Le cluster Robotics Place et l’école d’ingénieurs UPSSITECH organisaient le 6 octobre un séminaire sur l’éthique en robotique. A l’heure où les objets connectés, voitures autonomes, drones et robots collaboratifs sont près d’arriver sur le marché, professionnels et chercheurs s’interrogent sur les limites de l’interaction homme-robot, limites que la technologie repousse sans cesse.
Fabrice Robert de SOGETI High-Tech a proposé en introduction, une réglementation définissant des autorisations de mise sur le marché et des expérimentations, à l’image de l’industrie pharmaceutique.

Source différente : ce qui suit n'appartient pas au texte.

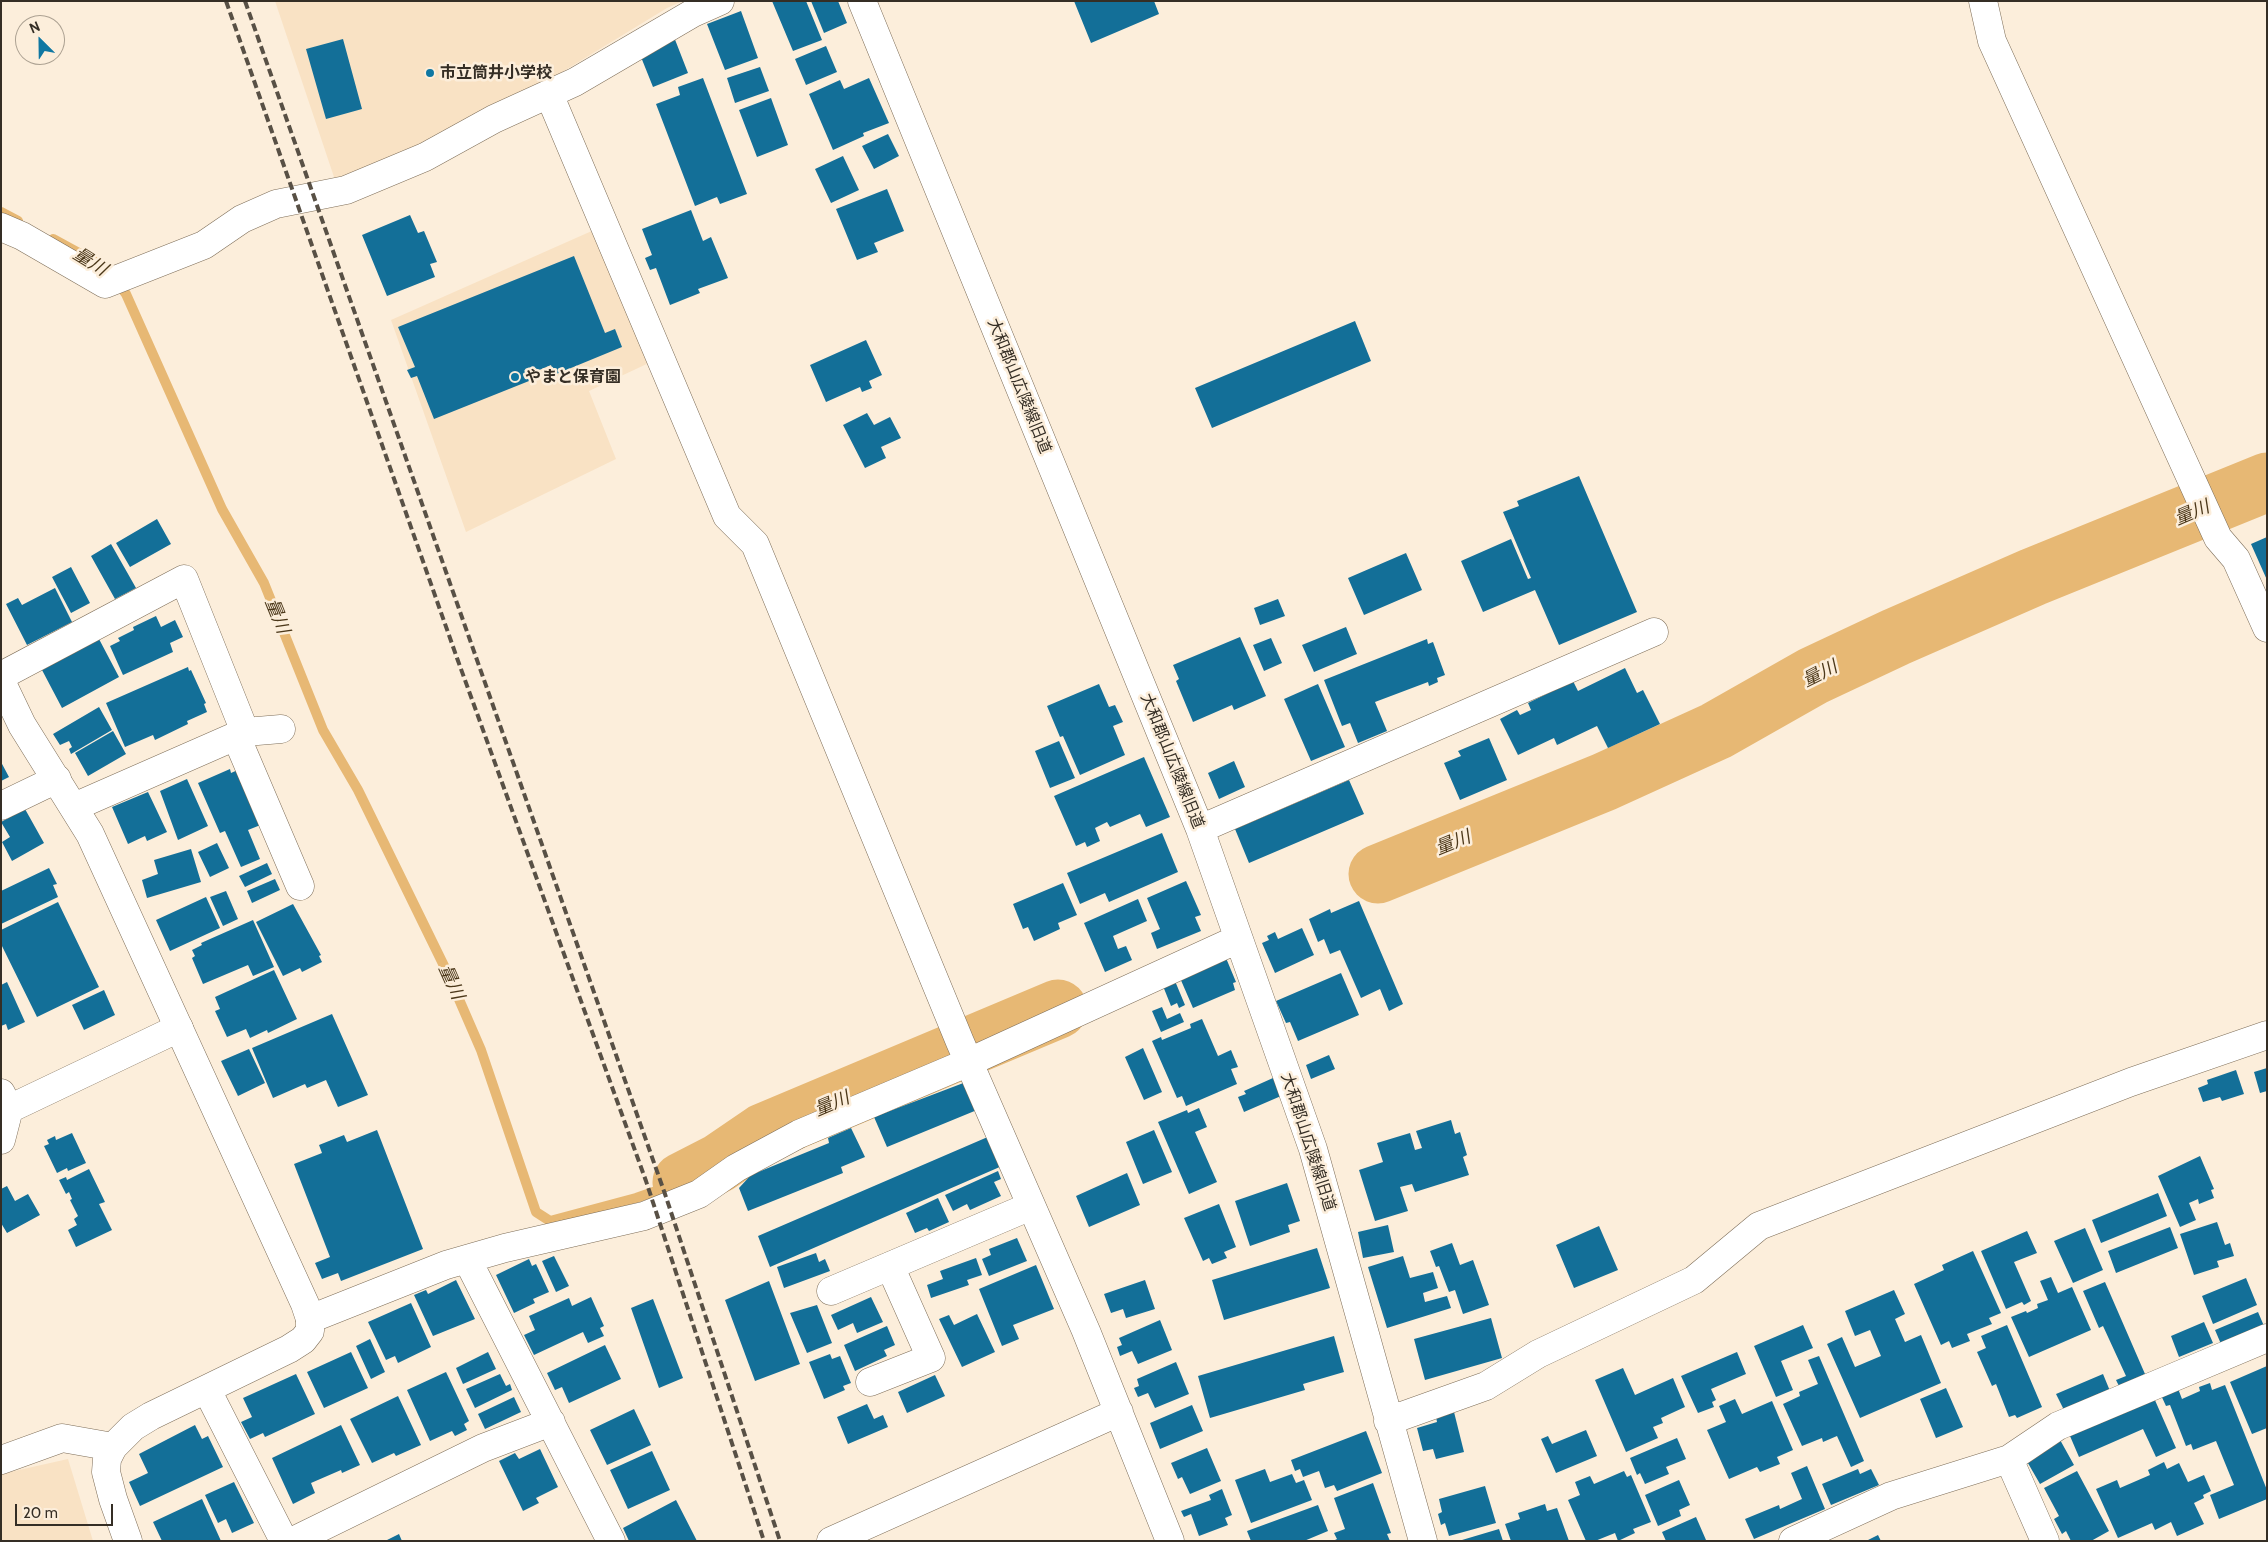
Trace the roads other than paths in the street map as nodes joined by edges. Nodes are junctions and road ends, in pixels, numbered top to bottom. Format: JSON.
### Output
{"nodes":[{"id":1,"x":720,"y":1,"type":"edge"},
{"id":2,"x":862,"y":1,"type":"edge"},
{"id":3,"x":1983,"y":1,"type":"edge"},
{"id":4,"x":549,"y":94,"type":"junction"},
{"id":5,"x":1,"y":227,"type":"edge"},
{"id":6,"x":2267,"y":628,"type":"edge"},
{"id":7,"x":1654,"y":632,"type":"dead end"},
{"id":8,"x":1,"y":676,"type":"edge"},
{"id":9,"x":1,"y":682,"type":"edge"},
{"id":10,"x":280,"y":729,"type":"dead end"},
{"id":11,"x":240,"y":734,"type":"junction"},
{"id":12,"x":57,"y":779,"type":"junction"},
{"id":13,"x":1,"y":806,"type":"edge"},
{"id":14,"x":74,"y":807,"type":"junction"},
{"id":15,"x":1200,"y":829,"type":"junction"},
{"id":16,"x":300,"y":886,"type":"dead end"},
{"id":17,"x":1238,"y":939,"type":"junction"},
{"id":18,"x":179,"y":1028,"type":"junction"},
{"id":19,"x":2267,"y":1035,"type":"edge"},
{"id":20,"x":965,"y":1052,"type":"junction"},
{"id":21,"x":5,"y":1101,"type":"edge"},
{"id":22,"x":1,"y":1140,"type":"edge"},
{"id":23,"x":1031,"y":1206,"type":"junction"},
{"id":24,"x":467,"y":1259,"type":"junction"},
{"id":25,"x":890,"y":1266,"type":"junction"},
{"id":26,"x":830,"y":1291,"type":"dead end"},
{"id":27,"x":310,"y":1319,"type":"junction"},
{"id":28,"x":2267,"y":1338,"type":"edge"},
{"id":29,"x":870,"y":1382,"type":"dead end"},
{"id":30,"x":207,"y":1390,"type":"junction"},
{"id":31,"x":1119,"y":1412,"type":"junction"},
{"id":32,"x":1388,"y":1421,"type":"junction"},
{"id":33,"x":551,"y":1422,"type":"junction"},
{"id":34,"x":113,"y":1446,"type":"junction"},
{"id":35,"x":2009,"y":1459,"type":"junction"},
{"id":36,"x":1,"y":1460,"type":"edge"},
{"id":37,"x":128,"y":1541,"type":"edge"},
{"id":38,"x":284,"y":1541,"type":"edge"},
{"id":39,"x":293,"y":1541,"type":"edge"},
{"id":40,"x":611,"y":1541,"type":"edge"},
{"id":41,"x":831,"y":1541,"type":"edge"},
{"id":42,"x":1170,"y":1541,"type":"edge"},
{"id":43,"x":1423,"y":1541,"type":"edge"},
{"id":44,"x":1793,"y":1541,"type":"edge"},
{"id":45,"x":2045,"y":1541,"type":"edge"}],
"edges":[{"from":1,"to":4,"type":"street"},
{"from":2,"to":15,"type":"street","name":"大和郡山広陵線旧道"},
{"from":3,"to":6,"type":"street"},
{"from":4,"to":5,"type":"street"},
{"from":4,"to":20,"type":"street"},
{"from":7,"to":15,"type":"street"},
{"from":8,"to":11,"type":"street"},
{"from":9,"to":12,"type":"street"},
{"from":10,"to":11,"type":"street"},
{"from":11,"to":14,"type":"street"},
{"from":11,"to":16,"type":"street"},
{"from":12,"to":13,"type":"street"},
{"from":12,"to":14,"type":"street"},
{"from":14,"to":18,"type":"street"},
{"from":15,"to":17,"type":"street","name":"大和郡山広陵線旧道"},
{"from":17,"to":20,"type":"street"},
{"from":17,"to":32,"type":"street","name":"大和郡山広陵線旧道"},
{"from":18,"to":21,"type":"street"},
{"from":18,"to":27,"type":"street"},
{"from":19,"to":32,"type":"street"},
{"from":20,"to":23,"type":"street"},
{"from":20,"to":24,"type":"street"},
{"from":21,"to":22,"type":"street"},
{"from":23,"to":25,"type":"street"},
{"from":23,"to":31,"type":"street"},
{"from":24,"to":27,"type":"street"},
{"from":24,"to":33,"type":"street"},
{"from":25,"to":26,"type":"street"},
{"from":25,"to":29,"type":"street"},
{"from":27,"to":30,"type":"street"},
{"from":28,"to":35,"type":"street"},
{"from":30,"to":34,"type":"street"},
{"from":30,"to":38,"type":"street"},
{"from":31,"to":41,"type":"street"},
{"from":31,"to":42,"type":"street"},
{"from":32,"to":43,"type":"street","name":"大和郡山広陵線旧道"},
{"from":33,"to":39,"type":"street"},
{"from":33,"to":40,"type":"street"},
{"from":34,"to":36,"type":"street"},
{"from":34,"to":37,"type":"street"},
{"from":35,"to":44,"type":"street"},
{"from":35,"to":45,"type":"street"}]}
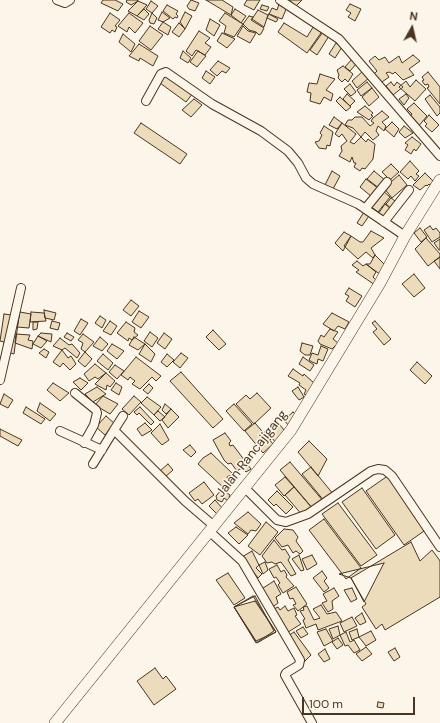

Catherine Tessier, chercheur à l’ONERA spécialisée dans le partage d’autorité entre l’homme et la machine, définit le robot comme une machine commandée par un ordinateur, qui se meut dans l’espace physique. Le robot acquiert des données par l’intermédiaire de capteurs et les interprète via ses algorithmes, pour prendre des décisions relatives à des actions qu’il exécute dans l’espace physique. Les principales propriétés d’un robot sont sa réactivité à répondre aux changements de son environnement, son orientation vers les buts à atteindre et son autonomie lui permettant d’agir sans l’intervention d’un autre agent (humain ou machine) dans des environnements complexes, dynamiques et imprévisibles. Il est différent des autres objets parce qu’il peut bouger et qu’il ressemble à un être vivant par son aspect, son comportement et son raisonnement. Il peut en outre se substituer à l’homme dans des contextes de surveillance ou d’assistance. Ce sont ces particularités qui sont à l’origine de la démarche d’éthique menée par les professionnels de la robotique. L’éthique, qui est définie comme une réflexion relative aux conduites humaines et aux valeurs qui les fondent, est une démarche qui devra être menée durant toutes les phases de la réalisation d’un robot (recherche, conception, usage), en tenant compte de l’impact sur la société. C’est ainsi qu’en 2014 le Conseil d’Etat a recommandé que tout ce qui devient techniquement possible ne doive pas être nécessairement permis. Une question se pose en particulier : peut-on doter un robot d’un comportement éthique qui lui permettrait de faire des choix comme un conducteur ou un médecin, en situation difficile ? Quelle part de subjectif le concepteur mettrait alors dans le programme ?
Nathalie Nevejans, maître de conférences à la faculté de droit de Douai, a ensuite abordé les enjeux juridiques liés à la robotique. Le droit a déjà traité les cas des robots industriels et chirurgicaux, mais pas ceux des robots de service à la personne. Dans ce cas, on peut imaginer que le robot devienne un biais d’instrumentalisation de l’homme, si ce dernier établit des liens avec son robot. D’autres atteintes à la personne ont été citées comme la responsabilité des dommages physiques, la liberté de la personne, la vie privée et la rupture des liens sociaux. Plus généralement, la législation devra s’adapter aux progrès de la robotique.
Laurent Latorse, président du cluster Robotics Place, a montré les méthodes d’expérimentation mises en œuvre par les membres du cluster. Ces méthodes consistent à tester les robots dans des conditions les plus proches possibles de la réalité, dans la zone d’activité du Bois Vert, située dans l’ancienne base aérienne de Francazal.
Hubert Tissot, directeur innovation aux Senioriales, a souligné l’importance que revêt l’avis de l’utilisateur dans le choix d’un robot d’aide à la personne dans le cas des seniors. Deux projets sont en cours pour l’accompagnement et l’accueil. Les cahiers des charges ont été établis en coopération avec les adhérents utilisateurs. Ces derniers ont fait part de leurs interrogations au sujet des risques d’atteinte à leur liberté et des limites de leur autonomie.
Le projet MIAOU (Méthode Itérative d’Analyse Orientée Usages), mis en œuvre par une équipe de sociologues, a été présenté. Il permet de définir des objets et des services au plus près des usagers, en s’appuyant sur l’observation et l’analyse des pratiques quotidiennes des personnes âgées. La robotique peut aider la personne à domicile, avec son consentement et à condition de ne pas supprimer ses liens sociaux et sa liberté.